EGLE Updates Padnos Air Quality Permit Status
November 11, 2020
By Mike Kruzman / email@example.com
An update on where Padnos Iron and Metal stands and what may be required of them for obtaining an necessary Air Quality Permit was given by the Michigan Department of Environment, Great Lakes, and Energy.
Padnos is proposing a new metal processing facility that an includes an outdoor shredder at its 645 Lucy Road location in the City of Howell. They and the City are currently in litigation over the Board of Zoning Appeals denial of 3 requested variances.
Still, to perform operations EGLE requires Padnos to have an Air Quality Permit, which they have applied for and is in the draft process. EGLE’s Air Quality Division held on online meeting, Tuesday, to update the progress on the permit and take public comment for consideration. The shredder project has come under heavy protest from neighbors throughout the community. EGLE recognized this at the hearing, but pointed out that this permit doesn’t relate to commonly heard complaints like noise, traffic, and zoning at the site, and comments should be kept appropriate to air quality. No public comment was given at the meeting.

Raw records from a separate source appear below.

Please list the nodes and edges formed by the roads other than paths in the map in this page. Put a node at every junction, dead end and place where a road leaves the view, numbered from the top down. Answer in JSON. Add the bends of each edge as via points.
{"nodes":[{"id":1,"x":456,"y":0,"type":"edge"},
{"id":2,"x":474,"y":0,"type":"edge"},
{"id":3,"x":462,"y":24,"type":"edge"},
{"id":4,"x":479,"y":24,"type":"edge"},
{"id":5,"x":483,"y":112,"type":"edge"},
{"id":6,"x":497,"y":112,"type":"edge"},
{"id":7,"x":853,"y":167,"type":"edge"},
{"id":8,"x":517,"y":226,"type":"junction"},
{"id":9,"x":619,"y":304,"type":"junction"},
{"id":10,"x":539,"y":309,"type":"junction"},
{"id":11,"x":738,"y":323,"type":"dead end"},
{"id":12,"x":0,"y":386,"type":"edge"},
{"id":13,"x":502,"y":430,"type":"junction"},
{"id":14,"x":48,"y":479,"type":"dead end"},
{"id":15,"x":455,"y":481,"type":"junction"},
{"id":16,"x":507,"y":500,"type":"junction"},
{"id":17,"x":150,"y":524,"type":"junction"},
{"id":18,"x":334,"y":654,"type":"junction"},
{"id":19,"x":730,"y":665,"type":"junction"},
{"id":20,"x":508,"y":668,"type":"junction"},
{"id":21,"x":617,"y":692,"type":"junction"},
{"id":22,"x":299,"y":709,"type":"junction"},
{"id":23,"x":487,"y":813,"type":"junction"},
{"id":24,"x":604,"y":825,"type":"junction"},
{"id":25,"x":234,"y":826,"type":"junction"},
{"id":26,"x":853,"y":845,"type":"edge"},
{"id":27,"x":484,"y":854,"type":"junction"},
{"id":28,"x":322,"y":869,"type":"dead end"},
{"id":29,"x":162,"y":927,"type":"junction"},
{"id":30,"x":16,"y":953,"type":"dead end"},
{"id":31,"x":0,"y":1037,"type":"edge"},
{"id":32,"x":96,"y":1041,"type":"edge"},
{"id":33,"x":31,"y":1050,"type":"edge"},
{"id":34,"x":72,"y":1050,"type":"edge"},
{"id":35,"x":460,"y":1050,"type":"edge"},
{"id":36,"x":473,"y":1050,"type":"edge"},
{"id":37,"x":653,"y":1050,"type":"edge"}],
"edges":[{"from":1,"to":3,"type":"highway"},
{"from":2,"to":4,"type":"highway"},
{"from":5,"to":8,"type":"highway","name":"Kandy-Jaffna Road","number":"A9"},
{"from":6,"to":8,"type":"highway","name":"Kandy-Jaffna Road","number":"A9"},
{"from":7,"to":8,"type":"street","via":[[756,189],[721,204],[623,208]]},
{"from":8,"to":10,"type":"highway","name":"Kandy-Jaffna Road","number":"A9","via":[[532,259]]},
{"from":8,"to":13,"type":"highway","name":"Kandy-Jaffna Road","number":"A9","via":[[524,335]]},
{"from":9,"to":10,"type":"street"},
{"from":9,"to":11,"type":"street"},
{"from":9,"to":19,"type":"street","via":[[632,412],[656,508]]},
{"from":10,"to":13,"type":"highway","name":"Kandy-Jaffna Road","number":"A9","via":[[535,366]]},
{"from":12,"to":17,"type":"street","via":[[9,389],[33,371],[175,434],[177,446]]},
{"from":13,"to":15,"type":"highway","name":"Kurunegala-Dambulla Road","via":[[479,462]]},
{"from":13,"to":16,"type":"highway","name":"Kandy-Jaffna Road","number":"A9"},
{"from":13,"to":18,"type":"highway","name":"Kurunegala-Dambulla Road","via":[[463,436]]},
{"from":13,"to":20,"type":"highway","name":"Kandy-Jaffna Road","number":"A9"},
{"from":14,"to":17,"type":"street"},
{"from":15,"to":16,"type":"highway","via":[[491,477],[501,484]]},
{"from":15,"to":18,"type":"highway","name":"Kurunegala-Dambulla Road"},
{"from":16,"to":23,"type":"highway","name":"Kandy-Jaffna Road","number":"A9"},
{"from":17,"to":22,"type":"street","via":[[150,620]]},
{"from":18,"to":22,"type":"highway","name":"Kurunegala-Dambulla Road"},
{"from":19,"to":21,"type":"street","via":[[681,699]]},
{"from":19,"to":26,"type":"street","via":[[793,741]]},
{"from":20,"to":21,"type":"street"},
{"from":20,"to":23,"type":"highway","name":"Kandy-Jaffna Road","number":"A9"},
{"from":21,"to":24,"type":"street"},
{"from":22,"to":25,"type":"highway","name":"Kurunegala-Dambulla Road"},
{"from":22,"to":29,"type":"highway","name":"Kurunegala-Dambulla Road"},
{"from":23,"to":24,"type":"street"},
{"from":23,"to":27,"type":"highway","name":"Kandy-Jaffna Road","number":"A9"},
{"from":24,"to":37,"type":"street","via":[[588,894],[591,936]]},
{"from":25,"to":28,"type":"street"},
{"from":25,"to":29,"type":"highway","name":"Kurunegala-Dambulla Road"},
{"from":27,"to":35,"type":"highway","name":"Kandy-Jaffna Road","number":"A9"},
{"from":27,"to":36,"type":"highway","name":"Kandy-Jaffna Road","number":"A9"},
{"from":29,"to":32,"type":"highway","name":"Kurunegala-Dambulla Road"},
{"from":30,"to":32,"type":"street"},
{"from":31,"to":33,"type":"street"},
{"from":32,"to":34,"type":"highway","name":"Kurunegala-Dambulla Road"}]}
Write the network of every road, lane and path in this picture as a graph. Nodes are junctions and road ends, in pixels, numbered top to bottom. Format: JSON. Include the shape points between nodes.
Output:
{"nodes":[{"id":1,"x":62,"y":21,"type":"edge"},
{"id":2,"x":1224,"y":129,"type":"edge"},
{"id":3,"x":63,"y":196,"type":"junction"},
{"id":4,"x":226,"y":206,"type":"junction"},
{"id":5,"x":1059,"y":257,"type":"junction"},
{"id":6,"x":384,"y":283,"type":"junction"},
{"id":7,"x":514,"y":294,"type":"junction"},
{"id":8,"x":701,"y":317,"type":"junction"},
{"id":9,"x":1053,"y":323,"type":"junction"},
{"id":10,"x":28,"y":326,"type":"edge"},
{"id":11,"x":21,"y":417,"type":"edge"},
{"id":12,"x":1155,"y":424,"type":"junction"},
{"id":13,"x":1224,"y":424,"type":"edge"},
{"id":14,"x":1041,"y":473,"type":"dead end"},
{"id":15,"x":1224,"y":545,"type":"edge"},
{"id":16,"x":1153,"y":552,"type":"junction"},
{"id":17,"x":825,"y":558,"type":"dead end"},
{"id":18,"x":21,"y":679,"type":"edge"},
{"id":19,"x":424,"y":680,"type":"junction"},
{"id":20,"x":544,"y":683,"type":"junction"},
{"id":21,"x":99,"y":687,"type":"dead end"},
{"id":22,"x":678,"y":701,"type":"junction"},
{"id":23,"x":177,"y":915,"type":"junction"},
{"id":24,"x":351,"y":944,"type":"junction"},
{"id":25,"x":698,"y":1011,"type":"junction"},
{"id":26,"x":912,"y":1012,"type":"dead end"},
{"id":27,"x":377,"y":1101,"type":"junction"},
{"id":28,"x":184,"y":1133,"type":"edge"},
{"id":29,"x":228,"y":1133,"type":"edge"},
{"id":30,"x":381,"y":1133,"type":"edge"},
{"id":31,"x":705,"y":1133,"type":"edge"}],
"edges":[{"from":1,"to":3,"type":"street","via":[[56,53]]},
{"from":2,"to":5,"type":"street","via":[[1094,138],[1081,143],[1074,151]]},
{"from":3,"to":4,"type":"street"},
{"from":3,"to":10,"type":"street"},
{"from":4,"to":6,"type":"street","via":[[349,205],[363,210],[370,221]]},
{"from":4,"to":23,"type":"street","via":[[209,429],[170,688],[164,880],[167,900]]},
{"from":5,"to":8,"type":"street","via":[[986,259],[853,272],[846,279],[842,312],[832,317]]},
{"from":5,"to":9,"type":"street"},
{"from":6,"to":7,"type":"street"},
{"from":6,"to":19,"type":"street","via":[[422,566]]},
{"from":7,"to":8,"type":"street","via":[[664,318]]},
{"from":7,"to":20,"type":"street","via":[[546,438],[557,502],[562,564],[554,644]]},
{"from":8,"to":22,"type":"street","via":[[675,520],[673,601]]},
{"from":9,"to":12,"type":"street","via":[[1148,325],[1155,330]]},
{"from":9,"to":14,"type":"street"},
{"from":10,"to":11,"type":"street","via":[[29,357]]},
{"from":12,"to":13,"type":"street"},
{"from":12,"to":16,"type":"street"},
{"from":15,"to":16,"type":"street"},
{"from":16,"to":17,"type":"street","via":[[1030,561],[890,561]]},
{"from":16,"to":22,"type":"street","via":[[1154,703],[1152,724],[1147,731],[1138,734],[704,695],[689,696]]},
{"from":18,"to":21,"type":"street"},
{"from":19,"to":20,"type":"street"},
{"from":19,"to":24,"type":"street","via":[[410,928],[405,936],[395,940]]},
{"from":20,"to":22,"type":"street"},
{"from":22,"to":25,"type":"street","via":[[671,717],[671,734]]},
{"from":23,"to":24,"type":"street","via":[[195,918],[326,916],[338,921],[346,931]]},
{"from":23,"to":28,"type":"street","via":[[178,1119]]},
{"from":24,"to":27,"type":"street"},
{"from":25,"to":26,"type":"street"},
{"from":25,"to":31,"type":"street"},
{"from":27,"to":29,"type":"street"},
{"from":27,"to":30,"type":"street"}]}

Lead Permit Engineer for the site, Chuku Oje, still provided information on EGLE’s findings and requests from Padnos. Oje said they require a fugitive dust plan to ensure that facilities take steps from spreading dust and what they are expecting from Padnos. This includes frequently appling water to storage piles to prevent fugitive dust and fires. Additionally there are requirements outside the dust plan specific to the shredder. They will have to use water sprays whenever the shredder is operating. This has the effect of trapping the dust and preventing them from being emitted.
Padnos would also need a materials management plan that will require them to remove gasoline, oil and refrigerants before shredding. Due to nearby lakes and wetlands, mercury must also be removed. Oje said in their Air Toxics review, that the impacts from the proposed shredder are below the state’s screening levels. This means if they operate the shredder properly, they will be in compliance. Padnos would also be required to keep daily and annual reports on materials and emissions and would be subject to more frequent inspections early on.
The permit is still in draft form, meaning it can be approved, denied, or approved with changes. The public comment period remains open until November 23rd for air quality-related remarks.